EQR is the general partner of, and as of June 30, 2023 owned an approximate 96.8% ownership interest in, ERPOP. All of the Company’s property ownership, development and related business operations are conducted through the Operating Partnership and EQR has no material assets or liabilities other than its investment in ERPOP. EQR issues equity from time to time, the net proceeds of which it is obligated to contribute to ERPOP, but does not have any indebtedness as all debt is incurred by the Operating Partnership. The Operating Partnership holds substantially all of the assets of the Company, including the Company’s ownership interests in its joint ventures. The Operating Partnership conducts the operations of the business and is structured as a partnership with no publicly traded equity.

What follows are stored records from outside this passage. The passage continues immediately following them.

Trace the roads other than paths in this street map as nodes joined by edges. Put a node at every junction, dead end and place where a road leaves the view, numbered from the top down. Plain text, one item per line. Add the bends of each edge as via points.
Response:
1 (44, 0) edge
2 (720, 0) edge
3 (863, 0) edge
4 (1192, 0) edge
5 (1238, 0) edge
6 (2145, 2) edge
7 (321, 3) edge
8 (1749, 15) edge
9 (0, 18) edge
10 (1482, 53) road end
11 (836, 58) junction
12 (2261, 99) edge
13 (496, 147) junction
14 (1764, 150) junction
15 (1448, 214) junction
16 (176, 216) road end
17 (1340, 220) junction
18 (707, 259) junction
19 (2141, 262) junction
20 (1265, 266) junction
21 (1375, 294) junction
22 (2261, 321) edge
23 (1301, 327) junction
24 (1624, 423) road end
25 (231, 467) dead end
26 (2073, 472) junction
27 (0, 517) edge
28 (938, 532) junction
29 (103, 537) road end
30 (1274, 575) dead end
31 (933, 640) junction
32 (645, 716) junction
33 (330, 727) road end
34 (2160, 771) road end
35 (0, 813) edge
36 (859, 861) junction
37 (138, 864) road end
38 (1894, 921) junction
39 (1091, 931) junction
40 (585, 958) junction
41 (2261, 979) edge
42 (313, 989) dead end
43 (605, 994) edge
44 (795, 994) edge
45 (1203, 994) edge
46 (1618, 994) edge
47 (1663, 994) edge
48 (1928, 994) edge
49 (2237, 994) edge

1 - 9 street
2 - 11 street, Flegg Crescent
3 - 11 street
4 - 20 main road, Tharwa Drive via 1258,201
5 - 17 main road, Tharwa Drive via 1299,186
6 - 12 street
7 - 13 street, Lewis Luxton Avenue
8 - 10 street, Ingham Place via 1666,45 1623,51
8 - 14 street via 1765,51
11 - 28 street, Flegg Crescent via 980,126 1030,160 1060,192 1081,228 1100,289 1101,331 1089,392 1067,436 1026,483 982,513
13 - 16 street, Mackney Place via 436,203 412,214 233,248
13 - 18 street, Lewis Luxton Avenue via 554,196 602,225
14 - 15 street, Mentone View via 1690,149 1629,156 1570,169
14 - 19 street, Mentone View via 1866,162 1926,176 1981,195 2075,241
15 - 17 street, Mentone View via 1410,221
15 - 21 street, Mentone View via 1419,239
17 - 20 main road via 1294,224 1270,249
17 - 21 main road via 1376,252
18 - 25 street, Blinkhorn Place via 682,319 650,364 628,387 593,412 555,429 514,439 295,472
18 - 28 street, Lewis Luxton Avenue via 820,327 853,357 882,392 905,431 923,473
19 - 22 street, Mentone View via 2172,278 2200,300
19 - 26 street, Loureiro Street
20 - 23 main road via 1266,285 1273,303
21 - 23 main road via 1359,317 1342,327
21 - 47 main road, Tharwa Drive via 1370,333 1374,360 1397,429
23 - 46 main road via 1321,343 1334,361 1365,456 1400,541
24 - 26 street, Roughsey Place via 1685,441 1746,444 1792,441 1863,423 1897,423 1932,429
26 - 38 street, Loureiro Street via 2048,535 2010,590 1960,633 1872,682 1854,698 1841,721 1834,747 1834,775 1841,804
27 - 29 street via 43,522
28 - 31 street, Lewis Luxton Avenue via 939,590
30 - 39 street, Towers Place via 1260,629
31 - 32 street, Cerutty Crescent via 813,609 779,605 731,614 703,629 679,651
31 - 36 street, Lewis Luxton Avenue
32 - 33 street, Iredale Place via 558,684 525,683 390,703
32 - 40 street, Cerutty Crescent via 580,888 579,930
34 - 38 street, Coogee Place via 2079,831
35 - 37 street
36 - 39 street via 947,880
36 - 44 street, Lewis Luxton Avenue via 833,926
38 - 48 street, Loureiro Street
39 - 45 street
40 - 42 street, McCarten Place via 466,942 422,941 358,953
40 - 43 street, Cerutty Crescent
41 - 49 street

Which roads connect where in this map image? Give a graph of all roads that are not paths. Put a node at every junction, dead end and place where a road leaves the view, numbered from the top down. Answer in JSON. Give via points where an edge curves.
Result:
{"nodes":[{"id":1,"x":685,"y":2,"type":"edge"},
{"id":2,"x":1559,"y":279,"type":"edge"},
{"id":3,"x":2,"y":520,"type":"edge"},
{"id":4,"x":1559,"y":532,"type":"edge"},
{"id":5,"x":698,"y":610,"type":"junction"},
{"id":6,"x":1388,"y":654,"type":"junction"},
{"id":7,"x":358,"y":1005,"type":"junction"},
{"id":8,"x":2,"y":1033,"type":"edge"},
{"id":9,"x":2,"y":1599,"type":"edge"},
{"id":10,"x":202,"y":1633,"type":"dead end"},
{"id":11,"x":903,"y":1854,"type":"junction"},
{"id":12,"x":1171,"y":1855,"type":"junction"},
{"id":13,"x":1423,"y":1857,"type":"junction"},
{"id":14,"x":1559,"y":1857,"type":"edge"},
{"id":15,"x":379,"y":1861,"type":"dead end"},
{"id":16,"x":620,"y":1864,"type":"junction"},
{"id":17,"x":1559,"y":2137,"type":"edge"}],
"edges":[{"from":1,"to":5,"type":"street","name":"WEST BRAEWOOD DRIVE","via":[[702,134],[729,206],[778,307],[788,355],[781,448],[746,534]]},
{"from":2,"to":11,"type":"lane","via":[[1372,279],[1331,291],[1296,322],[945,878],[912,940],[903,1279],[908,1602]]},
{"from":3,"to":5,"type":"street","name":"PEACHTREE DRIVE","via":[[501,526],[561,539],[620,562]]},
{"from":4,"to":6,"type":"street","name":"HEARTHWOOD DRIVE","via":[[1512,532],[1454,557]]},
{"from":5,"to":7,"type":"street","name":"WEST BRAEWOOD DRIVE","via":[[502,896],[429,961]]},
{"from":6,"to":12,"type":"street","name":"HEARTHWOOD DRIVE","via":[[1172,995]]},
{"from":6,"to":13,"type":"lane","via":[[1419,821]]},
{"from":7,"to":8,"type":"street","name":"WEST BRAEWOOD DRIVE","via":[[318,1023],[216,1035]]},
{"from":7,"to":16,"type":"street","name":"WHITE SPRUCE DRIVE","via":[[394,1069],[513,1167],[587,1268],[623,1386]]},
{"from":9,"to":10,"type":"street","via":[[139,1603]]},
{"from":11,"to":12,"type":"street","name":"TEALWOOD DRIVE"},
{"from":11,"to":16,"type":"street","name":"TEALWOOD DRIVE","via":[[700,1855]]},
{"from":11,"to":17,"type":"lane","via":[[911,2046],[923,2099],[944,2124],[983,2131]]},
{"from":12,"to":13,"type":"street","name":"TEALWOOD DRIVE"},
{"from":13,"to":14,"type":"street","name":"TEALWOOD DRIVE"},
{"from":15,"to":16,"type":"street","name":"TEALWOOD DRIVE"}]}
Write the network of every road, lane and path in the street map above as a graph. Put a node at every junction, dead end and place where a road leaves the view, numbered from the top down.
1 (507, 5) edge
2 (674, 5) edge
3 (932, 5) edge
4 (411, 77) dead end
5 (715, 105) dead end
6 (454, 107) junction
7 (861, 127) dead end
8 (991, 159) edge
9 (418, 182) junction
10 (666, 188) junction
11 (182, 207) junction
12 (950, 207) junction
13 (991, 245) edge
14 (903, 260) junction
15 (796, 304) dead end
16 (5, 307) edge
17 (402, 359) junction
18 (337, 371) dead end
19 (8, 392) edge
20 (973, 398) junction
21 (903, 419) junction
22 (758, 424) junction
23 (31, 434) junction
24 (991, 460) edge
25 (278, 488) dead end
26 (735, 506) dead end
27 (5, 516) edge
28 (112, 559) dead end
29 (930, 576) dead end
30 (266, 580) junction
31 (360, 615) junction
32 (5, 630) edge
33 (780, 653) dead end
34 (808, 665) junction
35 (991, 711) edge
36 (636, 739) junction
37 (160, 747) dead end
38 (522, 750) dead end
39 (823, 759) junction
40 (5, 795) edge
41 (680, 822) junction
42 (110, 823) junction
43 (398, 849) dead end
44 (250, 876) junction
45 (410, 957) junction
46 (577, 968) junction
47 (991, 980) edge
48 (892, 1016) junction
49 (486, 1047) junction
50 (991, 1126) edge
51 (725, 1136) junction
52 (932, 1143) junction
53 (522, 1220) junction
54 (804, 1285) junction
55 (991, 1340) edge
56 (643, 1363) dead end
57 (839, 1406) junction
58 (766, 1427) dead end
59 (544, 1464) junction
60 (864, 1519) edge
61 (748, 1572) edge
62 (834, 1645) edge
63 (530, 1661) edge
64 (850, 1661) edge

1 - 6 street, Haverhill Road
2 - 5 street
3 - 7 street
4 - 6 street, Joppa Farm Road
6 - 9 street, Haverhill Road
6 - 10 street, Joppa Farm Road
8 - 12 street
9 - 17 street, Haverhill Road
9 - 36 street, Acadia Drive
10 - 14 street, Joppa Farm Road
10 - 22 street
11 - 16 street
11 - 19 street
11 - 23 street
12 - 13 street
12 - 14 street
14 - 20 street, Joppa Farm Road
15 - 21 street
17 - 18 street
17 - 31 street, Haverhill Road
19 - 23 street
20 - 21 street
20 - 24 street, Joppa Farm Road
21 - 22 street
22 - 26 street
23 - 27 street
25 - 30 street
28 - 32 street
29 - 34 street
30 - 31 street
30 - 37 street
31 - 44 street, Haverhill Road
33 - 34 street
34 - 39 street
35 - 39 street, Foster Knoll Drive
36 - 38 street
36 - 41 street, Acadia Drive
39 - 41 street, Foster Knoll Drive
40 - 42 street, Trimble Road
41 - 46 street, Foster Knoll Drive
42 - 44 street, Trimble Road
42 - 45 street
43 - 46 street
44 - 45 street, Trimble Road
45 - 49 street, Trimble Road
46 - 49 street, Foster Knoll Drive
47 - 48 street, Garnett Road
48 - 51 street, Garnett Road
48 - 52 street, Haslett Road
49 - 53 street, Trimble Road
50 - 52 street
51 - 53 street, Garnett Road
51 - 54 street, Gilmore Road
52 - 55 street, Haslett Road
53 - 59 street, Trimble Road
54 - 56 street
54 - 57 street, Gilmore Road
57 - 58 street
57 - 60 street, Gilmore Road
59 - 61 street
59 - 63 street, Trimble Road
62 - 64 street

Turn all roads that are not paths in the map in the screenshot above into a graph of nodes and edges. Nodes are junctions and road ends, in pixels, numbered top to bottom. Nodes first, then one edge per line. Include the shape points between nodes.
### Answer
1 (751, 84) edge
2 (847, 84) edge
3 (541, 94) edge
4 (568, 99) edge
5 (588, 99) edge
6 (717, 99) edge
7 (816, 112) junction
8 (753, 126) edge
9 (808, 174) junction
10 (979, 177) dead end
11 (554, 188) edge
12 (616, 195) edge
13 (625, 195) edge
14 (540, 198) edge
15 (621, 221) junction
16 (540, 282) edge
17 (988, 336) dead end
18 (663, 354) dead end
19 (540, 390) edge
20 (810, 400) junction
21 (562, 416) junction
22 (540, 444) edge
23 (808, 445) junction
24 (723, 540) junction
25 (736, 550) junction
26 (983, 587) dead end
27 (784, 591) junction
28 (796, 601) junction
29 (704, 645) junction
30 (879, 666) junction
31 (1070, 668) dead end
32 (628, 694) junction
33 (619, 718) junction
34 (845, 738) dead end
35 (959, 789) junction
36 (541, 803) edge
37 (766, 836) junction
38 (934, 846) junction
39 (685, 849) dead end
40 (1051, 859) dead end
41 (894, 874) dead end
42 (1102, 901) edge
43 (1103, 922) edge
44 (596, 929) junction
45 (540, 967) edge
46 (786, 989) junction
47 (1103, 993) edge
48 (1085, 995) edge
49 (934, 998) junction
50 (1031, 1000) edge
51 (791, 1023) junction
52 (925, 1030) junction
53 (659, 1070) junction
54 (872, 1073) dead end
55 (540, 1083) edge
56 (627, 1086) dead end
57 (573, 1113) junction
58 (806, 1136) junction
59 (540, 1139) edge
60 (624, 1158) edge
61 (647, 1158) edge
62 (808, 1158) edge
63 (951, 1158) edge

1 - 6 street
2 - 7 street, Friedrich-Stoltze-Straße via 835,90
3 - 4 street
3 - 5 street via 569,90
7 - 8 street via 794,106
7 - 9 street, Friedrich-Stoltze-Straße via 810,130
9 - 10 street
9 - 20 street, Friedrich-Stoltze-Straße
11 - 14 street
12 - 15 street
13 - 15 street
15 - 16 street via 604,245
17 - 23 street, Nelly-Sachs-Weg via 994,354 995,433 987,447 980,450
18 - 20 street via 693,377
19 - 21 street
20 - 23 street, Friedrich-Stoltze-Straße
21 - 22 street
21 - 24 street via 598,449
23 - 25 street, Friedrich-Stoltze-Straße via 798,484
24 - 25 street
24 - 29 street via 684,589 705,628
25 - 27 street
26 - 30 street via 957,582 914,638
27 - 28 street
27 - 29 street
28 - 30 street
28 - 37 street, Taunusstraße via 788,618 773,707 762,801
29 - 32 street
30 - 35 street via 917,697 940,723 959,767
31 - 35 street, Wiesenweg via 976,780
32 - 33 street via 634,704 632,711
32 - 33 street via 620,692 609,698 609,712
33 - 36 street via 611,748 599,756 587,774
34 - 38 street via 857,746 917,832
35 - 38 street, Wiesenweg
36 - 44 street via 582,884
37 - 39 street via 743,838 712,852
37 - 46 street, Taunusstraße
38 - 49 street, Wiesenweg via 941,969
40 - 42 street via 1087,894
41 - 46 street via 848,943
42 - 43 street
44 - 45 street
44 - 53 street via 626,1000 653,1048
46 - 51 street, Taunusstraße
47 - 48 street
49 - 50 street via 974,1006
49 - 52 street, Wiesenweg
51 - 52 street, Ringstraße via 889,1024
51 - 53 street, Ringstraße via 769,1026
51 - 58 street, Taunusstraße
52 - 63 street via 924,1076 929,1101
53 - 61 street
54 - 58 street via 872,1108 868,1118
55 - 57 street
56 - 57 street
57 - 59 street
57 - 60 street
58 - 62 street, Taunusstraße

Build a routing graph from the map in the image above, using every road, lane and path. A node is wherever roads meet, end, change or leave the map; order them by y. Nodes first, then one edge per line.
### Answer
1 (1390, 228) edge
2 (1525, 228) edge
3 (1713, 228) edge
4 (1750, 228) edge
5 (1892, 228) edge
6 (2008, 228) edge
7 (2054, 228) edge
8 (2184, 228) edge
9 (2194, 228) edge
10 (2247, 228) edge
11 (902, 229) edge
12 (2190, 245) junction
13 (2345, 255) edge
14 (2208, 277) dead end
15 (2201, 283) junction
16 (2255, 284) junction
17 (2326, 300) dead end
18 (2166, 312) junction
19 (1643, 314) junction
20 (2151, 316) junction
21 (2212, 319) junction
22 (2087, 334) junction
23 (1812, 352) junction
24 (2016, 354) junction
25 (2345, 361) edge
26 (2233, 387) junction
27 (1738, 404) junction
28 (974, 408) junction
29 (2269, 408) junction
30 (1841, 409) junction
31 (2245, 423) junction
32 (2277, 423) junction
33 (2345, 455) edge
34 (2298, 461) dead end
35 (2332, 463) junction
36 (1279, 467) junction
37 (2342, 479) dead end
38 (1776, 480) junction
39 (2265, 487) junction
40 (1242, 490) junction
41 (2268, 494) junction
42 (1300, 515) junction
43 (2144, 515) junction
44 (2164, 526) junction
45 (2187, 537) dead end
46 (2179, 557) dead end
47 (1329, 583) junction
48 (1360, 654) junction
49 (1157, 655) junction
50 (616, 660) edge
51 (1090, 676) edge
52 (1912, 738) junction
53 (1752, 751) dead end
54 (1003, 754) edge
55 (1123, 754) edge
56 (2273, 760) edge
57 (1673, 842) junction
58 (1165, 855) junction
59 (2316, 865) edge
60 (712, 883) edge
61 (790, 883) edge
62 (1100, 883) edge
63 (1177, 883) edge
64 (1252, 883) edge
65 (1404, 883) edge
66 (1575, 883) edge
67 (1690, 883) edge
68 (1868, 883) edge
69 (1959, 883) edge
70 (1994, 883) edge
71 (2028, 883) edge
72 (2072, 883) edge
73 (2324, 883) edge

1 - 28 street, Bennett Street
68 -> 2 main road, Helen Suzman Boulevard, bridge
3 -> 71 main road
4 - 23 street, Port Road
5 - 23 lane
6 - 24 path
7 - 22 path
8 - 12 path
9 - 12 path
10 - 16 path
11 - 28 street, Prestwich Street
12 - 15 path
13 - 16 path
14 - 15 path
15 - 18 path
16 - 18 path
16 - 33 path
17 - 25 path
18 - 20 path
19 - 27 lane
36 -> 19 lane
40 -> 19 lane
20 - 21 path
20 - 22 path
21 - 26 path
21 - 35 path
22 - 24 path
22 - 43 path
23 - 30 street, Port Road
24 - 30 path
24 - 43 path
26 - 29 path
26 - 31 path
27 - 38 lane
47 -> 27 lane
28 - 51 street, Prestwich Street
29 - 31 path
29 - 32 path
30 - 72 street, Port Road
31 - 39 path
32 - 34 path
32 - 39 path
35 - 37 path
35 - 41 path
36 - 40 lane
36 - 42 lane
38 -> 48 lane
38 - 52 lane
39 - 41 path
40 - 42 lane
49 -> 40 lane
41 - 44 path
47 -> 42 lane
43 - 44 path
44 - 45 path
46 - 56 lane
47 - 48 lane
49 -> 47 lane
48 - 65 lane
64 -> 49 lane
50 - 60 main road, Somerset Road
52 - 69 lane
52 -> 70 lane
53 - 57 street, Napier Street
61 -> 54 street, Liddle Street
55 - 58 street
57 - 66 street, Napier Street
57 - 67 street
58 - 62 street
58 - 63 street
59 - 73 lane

As of June 30, 2023, the Company, directly or indirectly through investments in title holding entities, owned all or a portion of 304 properties located in 10 states and the District of Columbia consisting of 80,212 apartment units. The ownership breakdown includes (table does not include any uncompleted development properties):

 

 

 

Properties

 

 

Apartment Units

 

Wholly Owned Properties

 

 

289

 

 

 

76,986

 

Partially Owned Properties – Consolidated

 

 

15

 

 

 

3,226

 

 

 

 

304

 

 

 

80,212

 

 

2.
Summary of Significant Accounting Policies

Basis of Presentation

The accompanying unaudited condensed consolidated financial statements have been prepared in accordance with accounting principles generally accepted in the United States for interim financial information and with the instructions to Form 10-Q and Article 10 of Regulation S-X. Accordingly, they do not include all of the information and footnotes required by accounting principles generally accepted in the United States (“GAAP”) for complete financial statements. In the opinion of management, all adjustments (consisting of normal recurring accruals) and certain reclassifications considered necessary for a fair presentation have been included. Operating results for the six months ended June 30, 2023 are not necessarily indicative of the results that may be expected for the year ending December 31, 2023.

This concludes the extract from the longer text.